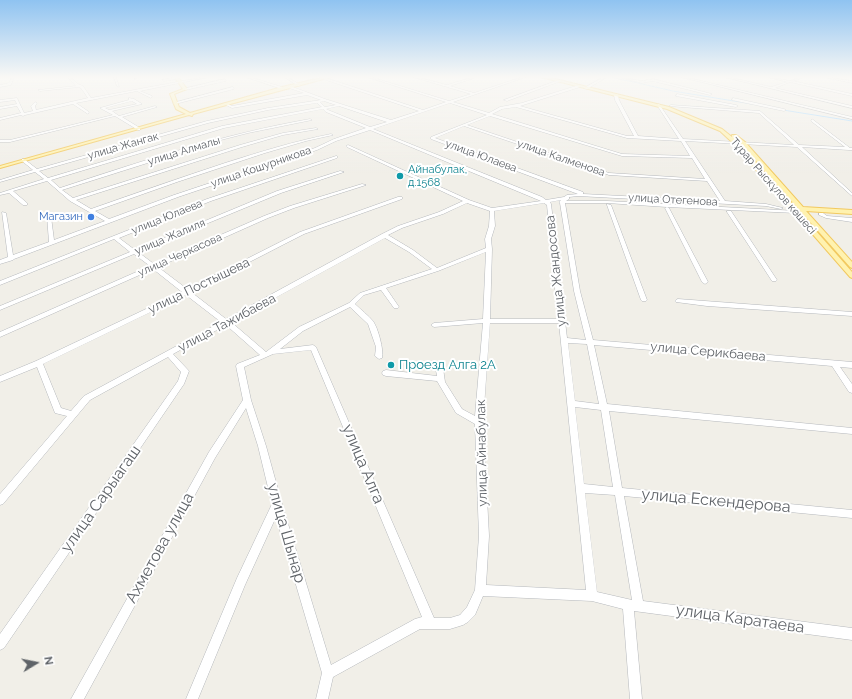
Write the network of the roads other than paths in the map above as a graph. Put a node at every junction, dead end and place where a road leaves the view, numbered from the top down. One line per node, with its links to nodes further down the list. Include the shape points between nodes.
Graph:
1 (20, 110): 29 (street)
2 (45, 110): 25 (street)
3 (83, 110): 27 (street)
4 (105, 110): 26 (street)
5 (118, 110): 26 (street)
6 (144, 110): 31 (street)
7 (180, 110): 30 (main road)
8 (209, 110): 30 (main road)
9 (264, 110): 56 (street, улица Жангак, via 211,121)
10 (320, 110): 58 (street, via 220,128)
11 (325, 110): 40 (street, улица Жандосова)
12 (354, 110): 36 (street)
13 (419, 110): 23 (street)
14 (427, 110): 23 (street, улица Кошурникова)
15 (475, 110): 28 (street)
16 (495, 110): 28 (street, улица Юлаева)
17 (530, 110): 42 (street)
18 (621, 110): 42 (street)
19 (663, 110): 43 (street)
20 (675, 110): 24 (main road, Тұрар Рыскұлов көшесі)
21 (749, 110): 48 (street, via 760,112)
22 (817, 110): 32 (street)
23 (423, 111): 36 (street, улица Кошурникова)
24 (680, 111): 45 (main road, Тұрар Рыскұлов көшесі, via 721,130); 46 (main road, Тұрар Рыскұлов көшесі, via 706,119)
25 (35, 112): 29 (street)
26 (109, 112): 31 (street)
27 (88, 113)
28 (490, 114): 37 (street, улица Юлаева); 51 (street, via 622,155)
29 (23, 115): 33 (street)
30 (192, 115): 38 (main road)
31 (117, 116): 38 (street); 44 (street)
32 (852, 118)
33 (0, 119)
34 (310, 120): 62 (street, улица Алмалы, via 230,137)
35 (812, 120): 49 (street)
36 (392, 122): 40 (street, улица Кошурникова)
37 (464, 125): 59 (street, улица Калменова, via 609,174); 66 (street, улица Юлаева, via 432,138)
38 (139, 129): 52 (main road)
39 (316, 129): 68 (street, via 283,134 241,146)
40 (370, 129): 73 (street, улица Жандосова); 90 (street, улица Кошурникова)
41 (331, 135): 80 (street, via 305,140 188,176)
42 (637, 138): 43 (street)
43 (681, 140): 45 (street); 51 (street)
44 (0, 142)
45 (735, 142): 46 (street); 53 (main road, Тұрар Рыскұлов көшесі)
46 (743, 143): 48 (street); 54 (main road, Тұрар Рыскұлов көшесі)
47 (348, 146): 71 (street)
48 (799, 146): 49 (street); 65 (street)
49 (851, 150)
50 (336, 157): 92 (street, улица Юлаева, via 209,200)
51 (693, 157): 59 (street)
52 (23, 160): 55 (main road); 56 (street)
53 (752, 162): 54 (main road); 81 (main road, Тұрар Рыскұлов көшесі)
54 (760, 162): 70 (main road, Тұрар Рыскұлов көшесі)
55 (0, 167)
56 (36, 171): 58 (street); 60 (street, улица Жангак)
57 (342, 172): 95 (street, улица Жалиля, via 279,192)
58 (48, 179): 62 (street); 63 (street)
59 (708, 180): 74 (street)
60 (0, 181)
61 (364, 185): 100 (street, улица Черкасова, via 266,217)
62 (60, 189): 68 (street)
63 (10, 191): 64 (street); 75 (street)
64 (0, 194)
65 (852, 195)
66 (588, 196): 69 (street, улица Отегенова, via 570,195); 74 (street, улица Отегенова)
67 (400, 198): 107 (street, улица Постышева, via 302,233)
68 (72, 200): 80 (street)
69 (563, 200): 72 (street, улица Отегенова); 73 (street, улица Отегенова); 79 (street, улица Отегенова, via 632,200); 120 (street, via 577,291)
70 (794, 200): 82 (main road, Тұрар Рыскұлов көшесі); 84 (main road)
71 (467, 201): 78 (street); 91 (street, улица Тажибаева)
72 (585, 201): 76 (street, улица Отегенова); 79 (street, улица Отегенова)
73 (547, 202): 78 (street, улица Отегенова); 115 (street, улица Жандосова)
74 (722, 202): 79 (street, улица Отегенова, via 771,205)
75 (25, 204)
76 (609, 205): 77 (street, улица Отегенова); 108 (street)
77 (667, 208): 83 (street, улица Отегенова); 104 (street)
78 (492, 210): 94 (street, улица Айнабулак, via 492,226 488,240)
79 (781, 210): 81 (street, улица Отегенова); 83 (street, улица Отегенова, via 780,214)
80 (91, 211): 90 (street)
81 (795, 211): 82 (main road); 98 (main road, Тұрар Рыскұлов көшесі)
82 (804, 211): 84 (main road); 99 (main road, Тұрар Рыскұлов көшесі)
83 (729, 212): 103 (street)
84 (822, 212): 85 (main road); 87 (main road); 89 (street, via 826,217)
85 (852, 212)
86 (4, 213): 96 (street)
87 (852, 215)
88 (49, 217): 93 (street)
89 (852, 220)
90 (108, 221): 93 (street, улица Кошурникова)
91 (384, 235): 101 (street); 116 (street, улица Тажибаева)
92 (116, 238): 95 (street); 105 (street, улица Юлаева)
93 (52, 243): 96 (street, улица Кошурникова)
94 (490, 250): 101 (street); 114 (street, улица Айнабулак)
95 (134, 252): 100 (street); 112 (street, улица Жалиля)
96 (11, 259): 97 (street, улица Кошурникова)
97 (0, 262)
98 (842, 264): 99 (main road); 102 (main road, Тұрар Рыскұлов көшесі)
99 (851, 265)
100 (154, 267): 107 (street); 118 (street, улица Черкасова)
101 (436, 270): 106 (street)
102 (852, 276)
103 (774, 280)
104 (705, 282)
105 (0, 283)
106 (382, 287): 110 (street, via 362,294); 111 (street)
107 (187, 292): 116 (street); 124 (street, улица Постышева)
108 (644, 300)
109 (678, 301): 113 (street)
110 (351, 304): 122 (street, via 302,329); 123 (street, via 371,322 379,347)
111 (396, 307)
112 (0, 308)
113 (852, 314)
114 (486, 321): 115 (street); 117 (street); 136 (street, улица Айнабулак)
115 (561, 321): 119 (street, улица Жандосова)
116 (227, 323): 121 (street, улица Тажибаева); 122 (street)
117 (434, 325)
118 (0, 335)
119 (564, 340): 120 (street, улица Серикбаева); 133 (street, улица Жандосова)
120 (590, 341): 125 (street, улица Серикбаева); 134 (street)
121 (169, 354): 135 (street, улица Тажибаева, via 87,398); 148 (street, улица Сарыагаш, via 185,371 181,382)
122 (267, 354): 132 (street, улица Шынар, via 240,366); 146 (street, улица Алга, via 313,347)
123 (379, 356)
124 (39, 363): 129 (street, улица Постышева); 135 (street, via 58,412)
125 (834, 363): 126 (street, улица Серикбаева); 131 (street)
126 (852, 365)
127 (440, 370): 130 (street)
128 (386, 373): 130 (street)
129 (0, 379)
130 (441, 380): 136 (street, via 459,411)
131 (852, 390)
132 (247, 400): 141 (street, улица Шынар); 150 (street, Ахметова улица, via 212,454)
133 (572, 404): 134 (street); 138 (street, улица Жандосова)
134 (604, 407): 137 (street); 139 (street)
135 (73, 414): 140 (street, улица Тажибаева)
136 (479, 422): 143 (street, улица Айнабулак, via 484,536)
137 (852, 431)
138 (581, 488): 139 (street, улица Ескендерова); 144 (street, улица Жандосова)
139 (617, 492): 142 (street, улица Ескендерова); 145 (street)
140 (0, 501)
141 (277, 504): 149 (street, улица Шынар); 151 (street)
142 (852, 514)
143 (480, 590): 144 (street, улица Каратаева); 146 (street, улица Айнабулак, via 474,607 466,617 454,623)
144 (592, 596): 145 (street, улица Каратаева)
145 (633, 605): 147 (street, улица Каратаева); 153 (street)
146 (430, 622): 149 (street, улица Айнабулак, via 419,623)
147 (852, 634)
148 (0, 644)
149 (328, 673): 152 (street, улица Шынар)
150 (76, 699)
151 (192, 699)
152 (322, 699)
153 (636, 699)

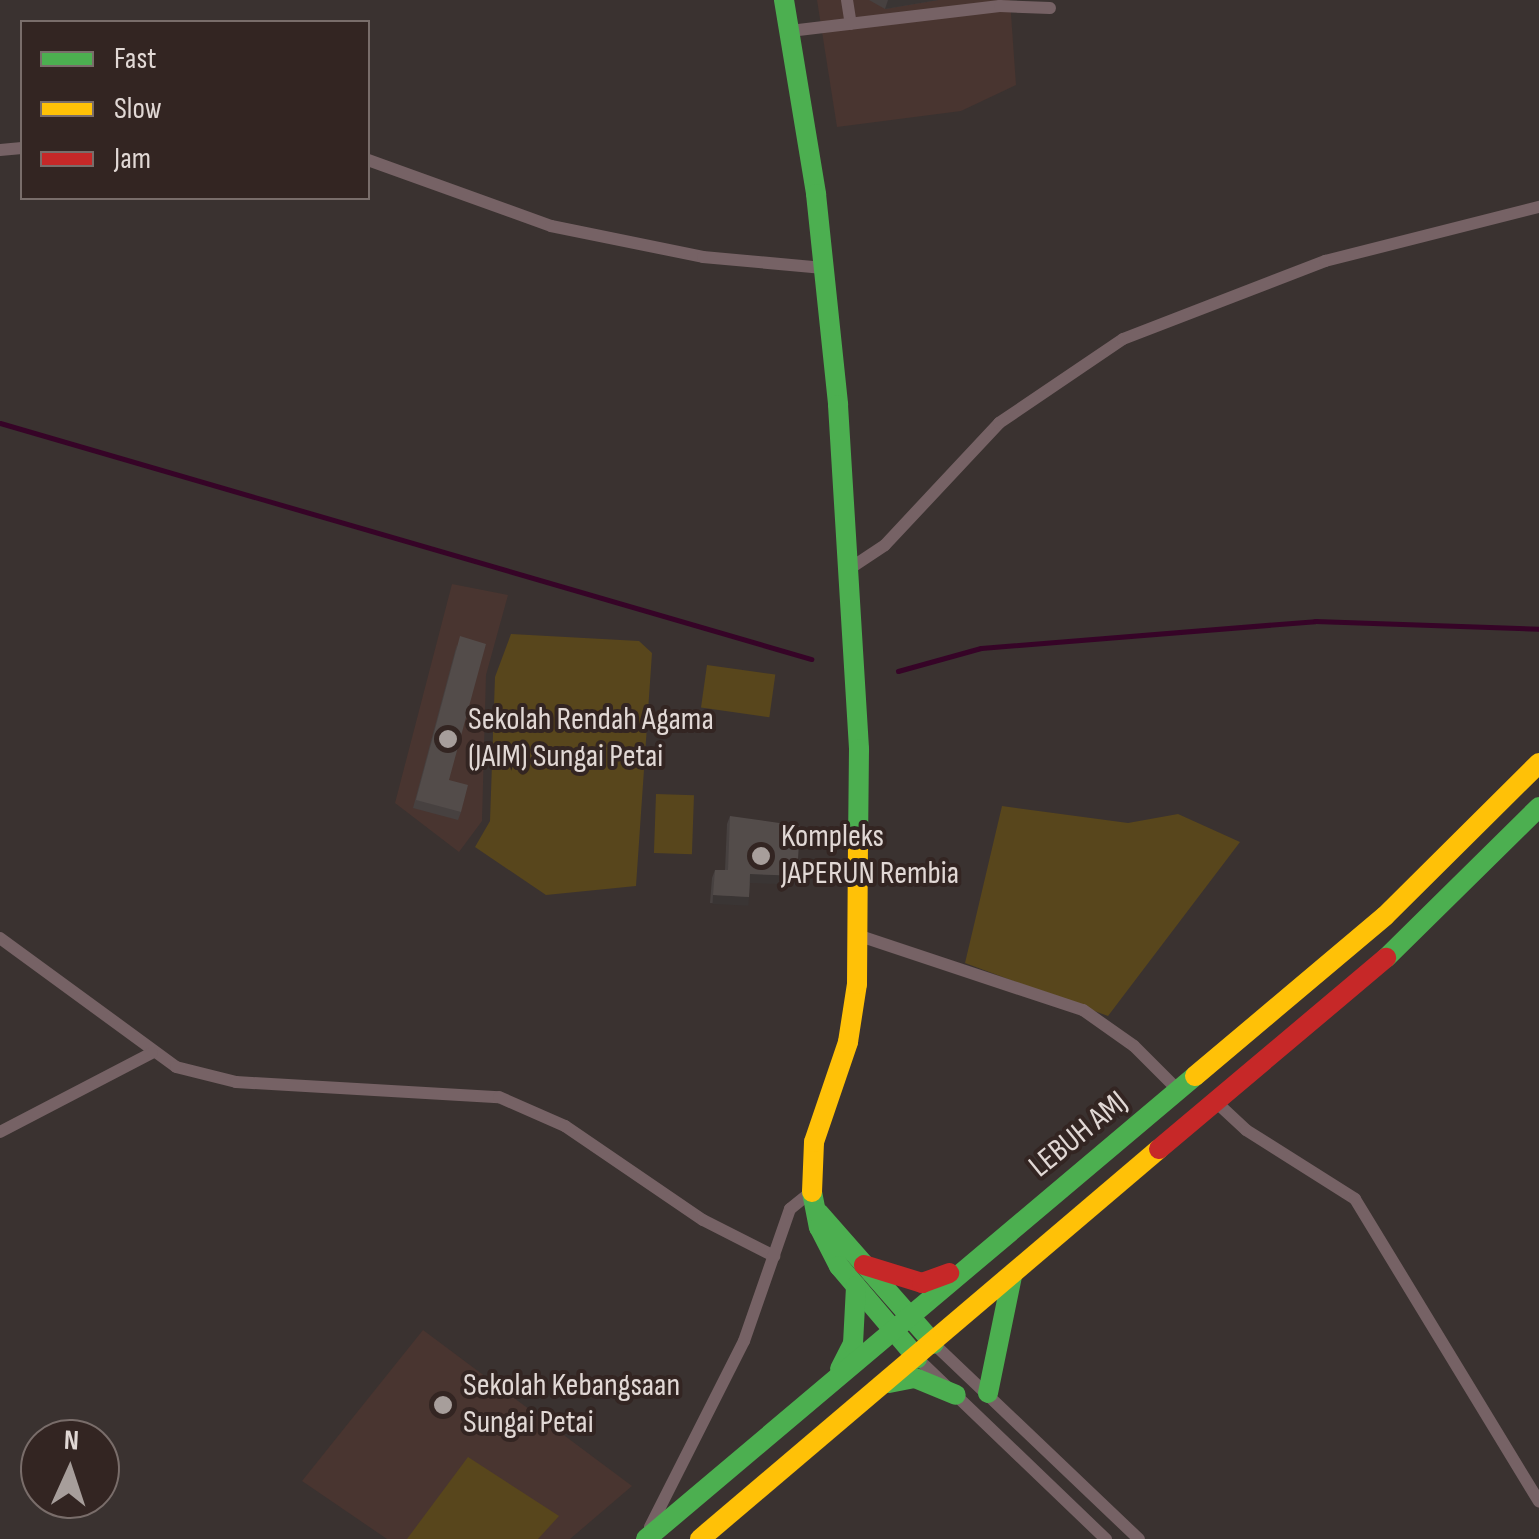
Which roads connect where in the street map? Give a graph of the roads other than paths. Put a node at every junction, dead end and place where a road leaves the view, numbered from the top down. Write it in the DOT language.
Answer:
graph roads {
  1 [pos="784,0"];
  2 [pos="847,0"];
  3 [pos="1000,3"];
  4 [pos="1050,8"];
  5 [pos="851,24"];
  6 [pos="790,31"];
  7 [pos="370,161"];
  8 [pos="1539,208"];
  9 [pos="824,268"];
  10 [pos="848,570"];
  11 [pos="1539,762"];
  12 [pos="1539,806"];
  13 [pos="860,936"];
  14 [pos="0,938"];
  15 [pos="152,1053"];
  16 [pos="1179,1091"];
  17 [pos="1216,1102"];
  18 [pos="0,1132"];
  19 [pos="812,1190"];
  20 [pos="818,1212"];
  21 [pos="774,1256"];
  22 [pos="977,1256"];
  23 [pos="864,1266"];
  24 [pos="1012,1276"];
  25 [pos="856,1286"];
  26 [pos="898,1323"];
  27 [pos="934,1344"];
  28 [pos="917,1358"];
  29 [pos="829,1386"];
  30 [pos="880,1388"];
  31 [pos="988,1393"];
  32 [pos="956,1394"];
  33 [pos="1539,1502"];
  34 [pos="645,1539"];
  35 [pos="700,1539"];
  36 [pos="1106,1539"];
  37 [pos="1139,1539"];
  1 -- 6 [label="main road"];
  2 -- 5 [label="street"];
  3 -- 4 [label="street"];
  3 -- 5 [label="street"];
  5 -- 6 [label="street"];
  6 -- 9 [label="main road"];
  7 -- 9 [label="street"];
  8 -- 10 [label="street"];
  9 -- 10 [label="main road"];
  10 -- 13 [label="main road"];
  11 -- 16 [label="main road, LEBUH AMJ"];
  12 -- 17 [label="main road, LEBUH AMJ"];
  13 -- 16 [label="street"];
  13 -- 19 [label="main road"];
  14 -- 15 [label="street"];
  15 -- 18 [label="street"];
  15 -- 21 [label="street"];
  16 -- 22 [label="main road, LEBUH AMJ"];
  17 -- 24 [label="main road, LEBUH AMJ"];
  17 -- 33 [label="street"];
  19 -- 20 [label="main road"];
  19 -- 21 [label="street"];
  20 -- 23 [label="main road"];
  20 -- 25 [label="main road"];
  21 -- 34 [label="street"];
  22 -- 23 [label="main road"];
  22 -- 26 [label="main road, LEBUH AMJ"];
  23 -- 26 [label="main road"];
  24 -- 27 [label="main road, LEBUH AMJ"];
  24 -- 31 [label="main road"];
  25 -- 26 [label="main road"];
  25 -- 29 [label="main road"];
  26 -- 27 [label="main road"];
  26 -- 28 [label="main road"];
  26 -- 29 [label="main road, LEBUH AMJ"];
  27 -- 28 [label="main road, LEBUH AMJ"];
  27 -- 31 [label="street"];
  28 -- 30 [label="main road, LEBUH AMJ"];
  28 -- 32 [label="street"];
  29 -- 34 [label="main road, LEBUH AMJ"];
  30 -- 32 [label="main road"];
  30 -- 35 [label="main road, LEBUH AMJ"];
  31 -- 37 [label="street"];
  32 -- 36 [label="street"];
}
= = =
▶ Required work: Answer with a number alone. It should equal the count of lines in the entries that hold "Кошурникова".

▶ Solution for this exercise: 7